Thursday, March 11, 2010

Is CHS Dumb and CoBank Smart?

The point of this blog is not that CoBank or CHS is smarter than the other Co-op judged by their approaches to equity management.  CHS is extremely successful.  It is named in the Fortune 100 list of US companies.  CHS is so valuable that gossip in the co-op community is about whether CHS will convert to a corporation.  CoBank has a long history of strong success.  

The distinctions between CoBank's and CHS's equity management approaches provide fertile ground, however, for examining just two of the many equity management alternatives that are open to all Boards of Directors of cooperatives.  CHS distribution of patronage earnings is a very traditional approach.  This approach - which is to allocate every dollar of patronage earnings and redeem it as and when CHS can do so - is how many, many cooperatives approach equity management.

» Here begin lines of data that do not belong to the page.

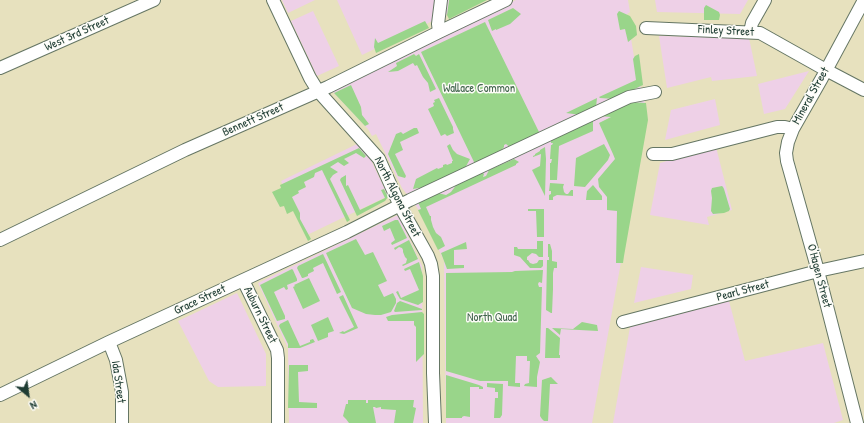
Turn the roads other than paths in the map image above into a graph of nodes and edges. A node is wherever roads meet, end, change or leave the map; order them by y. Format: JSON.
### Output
{"nodes":[{"id":1,"x":154,"y":0,"type":"edge"},
{"id":2,"x":273,"y":0,"type":"edge"},
{"id":3,"x":441,"y":0,"type":"edge"},
{"id":4,"x":506,"y":0,"type":"edge"},
{"id":5,"x":765,"y":0,"type":"edge"},
{"id":6,"x":864,"y":0,"type":"edge"},
{"id":7,"x":646,"y":28,"type":"dead end"},
{"id":8,"x":439,"y":32,"type":"junction"},
{"id":9,"x":750,"y":32,"type":"junction"},
{"id":10,"x":0,"y":68,"type":"edge"},
{"id":11,"x":826,"y":70,"type":"junction"},
{"id":12,"x":864,"y":90,"type":"edge"},
{"id":13,"x":318,"y":91,"type":"junction"},
{"id":14,"x":655,"y":92,"type":"dead end"},
{"id":15,"x":793,"y":129,"type":"junction"},
{"id":16,"x":653,"y":154,"type":"dead end"},
{"id":17,"x":400,"y":206,"type":"junction"},
{"id":18,"x":0,"y":240,"type":"edge"},
{"id":19,"x":864,"y":261,"type":"edge"},
{"id":20,"x":818,"y":271,"type":"junction"},
{"id":21,"x":243,"y":280,"type":"junction"},
{"id":22,"x":623,"y":322,"type":"dead end"},
{"id":23,"x":109,"y":342,"type":"junction"},
{"id":24,"x":0,"y":395,"type":"edge"},
{"id":25,"x":122,"y":423,"type":"edge"},
{"id":26,"x":278,"y":423,"type":"edge"},
{"id":27,"x":435,"y":423,"type":"edge"},
{"id":28,"x":857,"y":423,"type":"edge"}],
"edges":[{"from":1,"to":10,"type":"street","name":"West 3rd Street"},
{"from":2,"to":13,"type":"street","name":"North Algona Street"},
{"from":3,"to":8,"type":"street"},
{"from":4,"to":8,"type":"street","name":"Bennett Street"},
{"from":5,"to":9,"type":"street"},
{"from":6,"to":11,"type":"street","name":"Mineral Street"},
{"from":7,"to":9,"type":"street","name":"Finley Street"},
{"from":8,"to":13,"type":"street","name":"Bennett Street"},
{"from":9,"to":11,"type":"street","name":"Finley Street"},
{"from":11,"to":12,"type":"street","name":"Finley Street"},
{"from":11,"to":15,"type":"street","name":"Mineral Street"},
{"from":13,"to":17,"type":"street","name":"North Algona Street"},
{"from":13,"to":18,"type":"street","name":"Bennett Street"},
{"from":14,"to":17,"type":"street","name":"Grace Street"},
{"from":15,"to":16,"type":"street","name":"Mineral Street"},
{"from":15,"to":20,"type":"street","name":"O'Hagen Street"},
{"from":17,"to":21,"type":"street","name":"Grace Street"},
{"from":17,"to":27,"type":"street","name":"North Algona Street"},
{"from":19,"to":20,"type":"street","name":"Pearl Street"},
{"from":20,"to":22,"type":"street","name":"Pearl Street"},
{"from":20,"to":28,"type":"street","name":"O'Hagen Street"},
{"from":21,"to":23,"type":"street","name":"Grace Street"},
{"from":21,"to":26,"type":"street","name":"Auburn Street"},
{"from":23,"to":24,"type":"street","name":"Grace Street"},
{"from":23,"to":25,"type":"street","name":"Ida Street"}]}
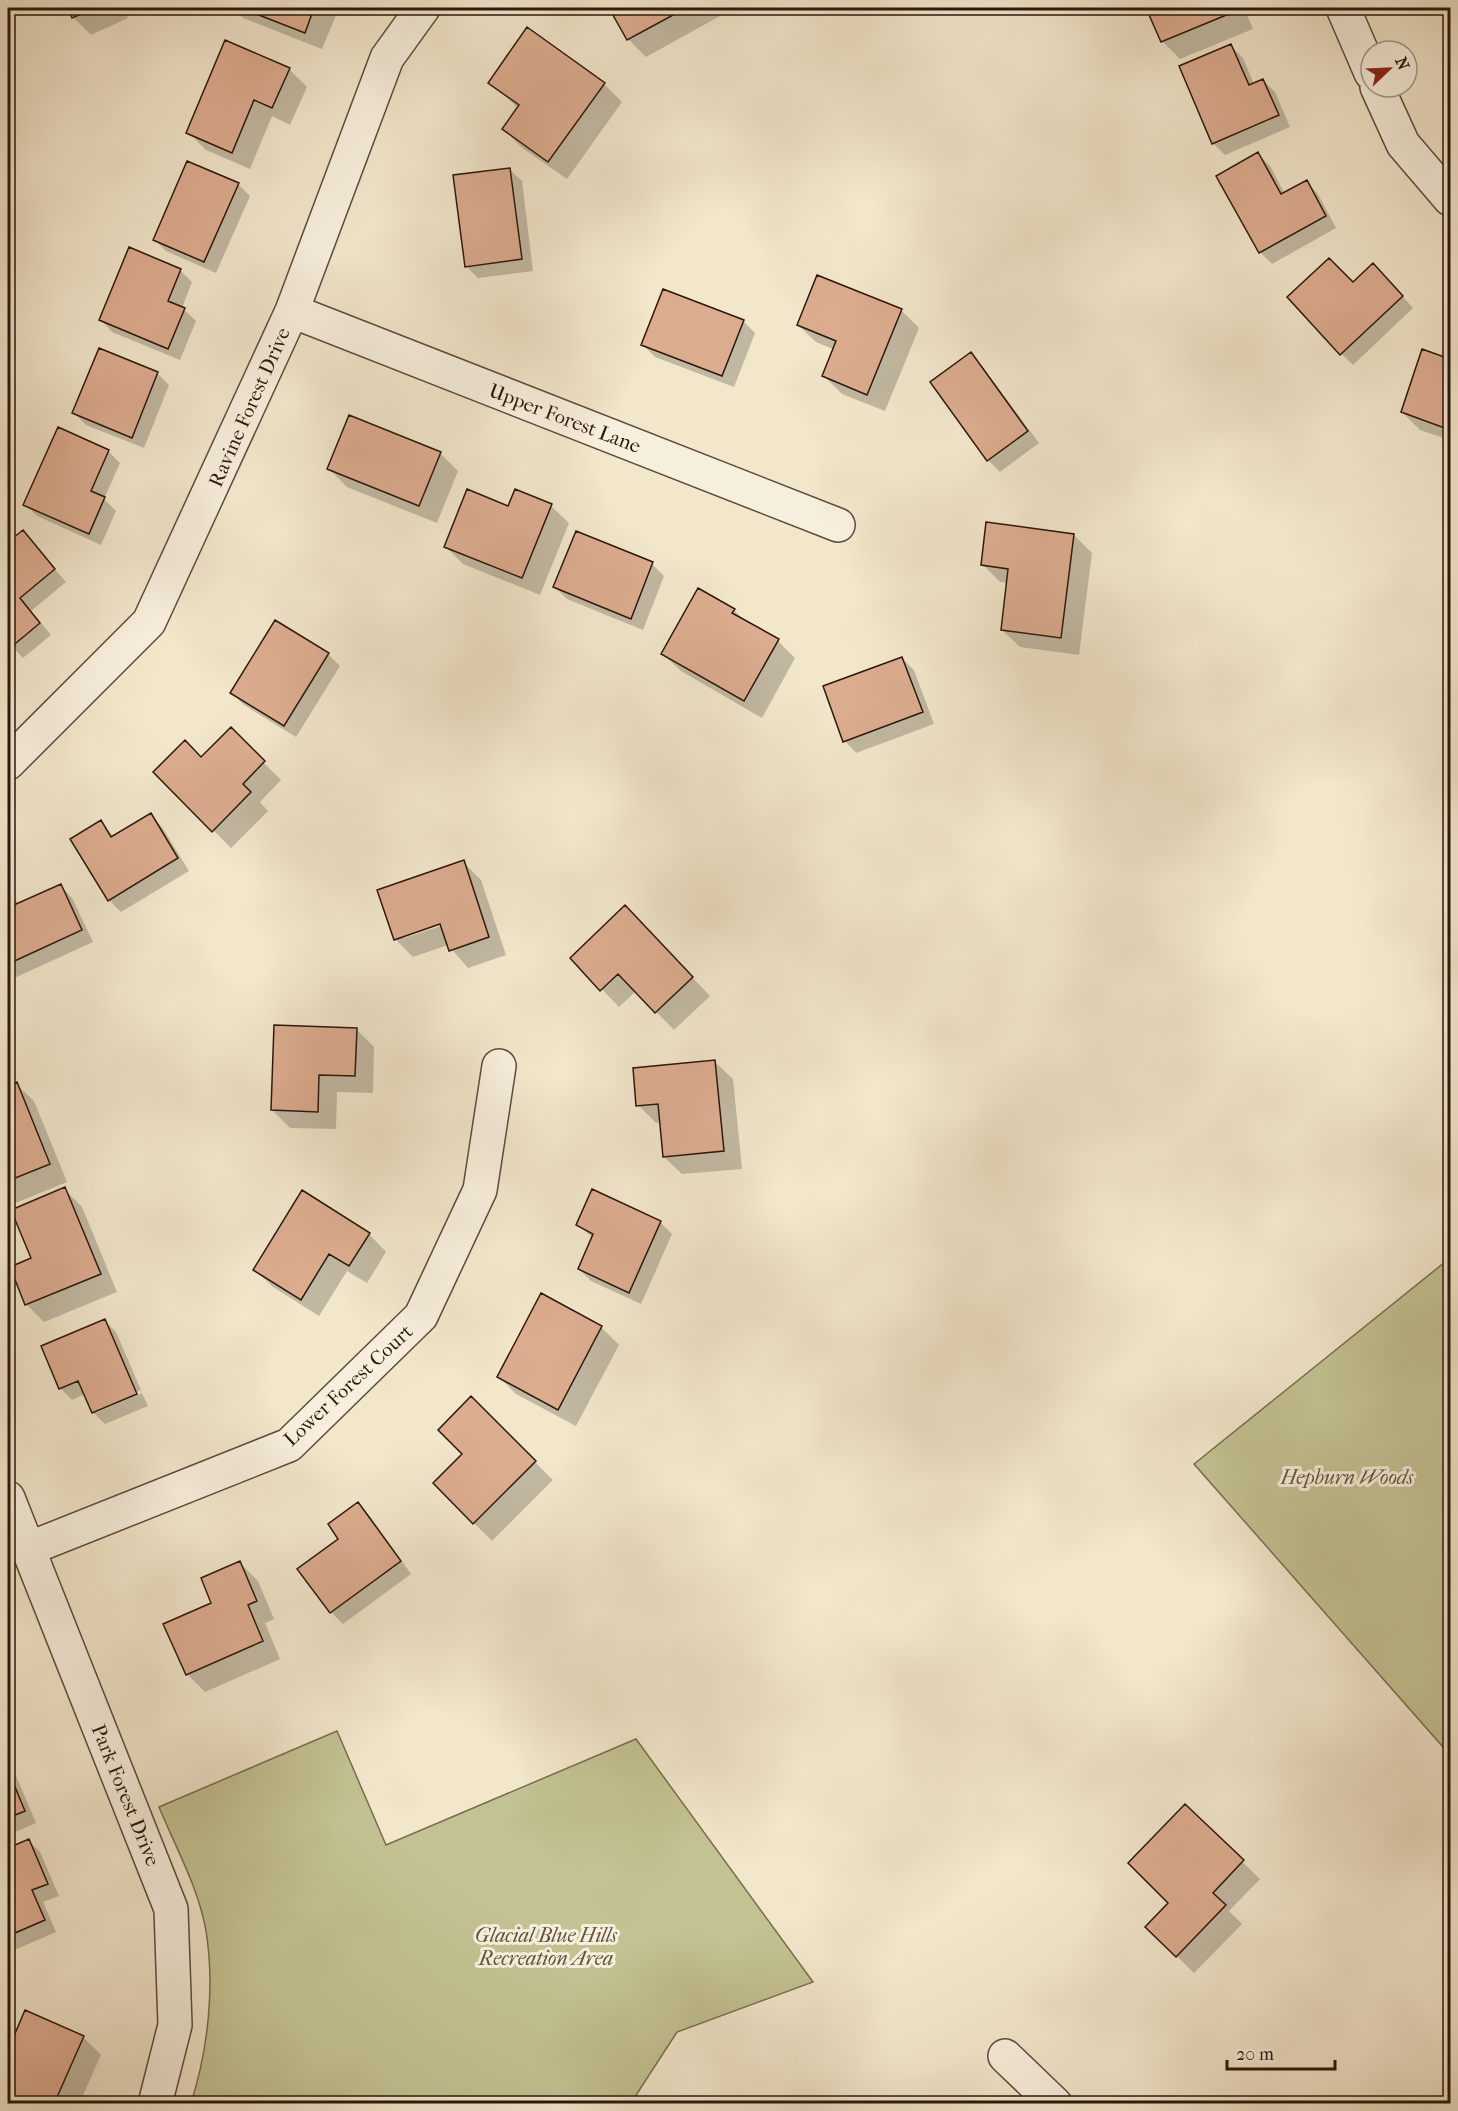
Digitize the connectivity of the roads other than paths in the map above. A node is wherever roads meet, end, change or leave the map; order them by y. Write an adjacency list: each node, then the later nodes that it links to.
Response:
1 (423, 8): 6 (street, Ravine Forest Drive)
2 (1343, 8): 3 (street)
3 (1359, 45)
4 (1382, 99): 5 (street)
5 (1450, 199)
6 (292, 311): 7 (street, Upper Forest Lane); 8 (street, Ravine Forest Drive)
7 (838, 525)
8 (8, 763)
9 (499, 1066): 11 (street, Lower Forest Court)
10 (8, 1498): 11 (street, Park Forest Drive)
11 (28, 1549): 13 (street, Park Forest Drive)
12 (1005, 2056): 14 (street)
13 (155, 2103)
14 (1055, 2103)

CHS's approach may, in fact, make the most sense if it converts to a corporation.  Allocating all patronage earnings will minimize, to the maximum extent possible, the amount of taxable gain that members pay taxes on following a CHS conversion.  

But 99.9% of the rest of co-ops are not large enough to contemplate a conversion, nor would many see it as a viable option for their cooperative anyway (conversion is very much out of favor in the co-op community).  Hence, the discussion that follows in the coming days will have more relevance to those cooperatives than it could ever have to CHS.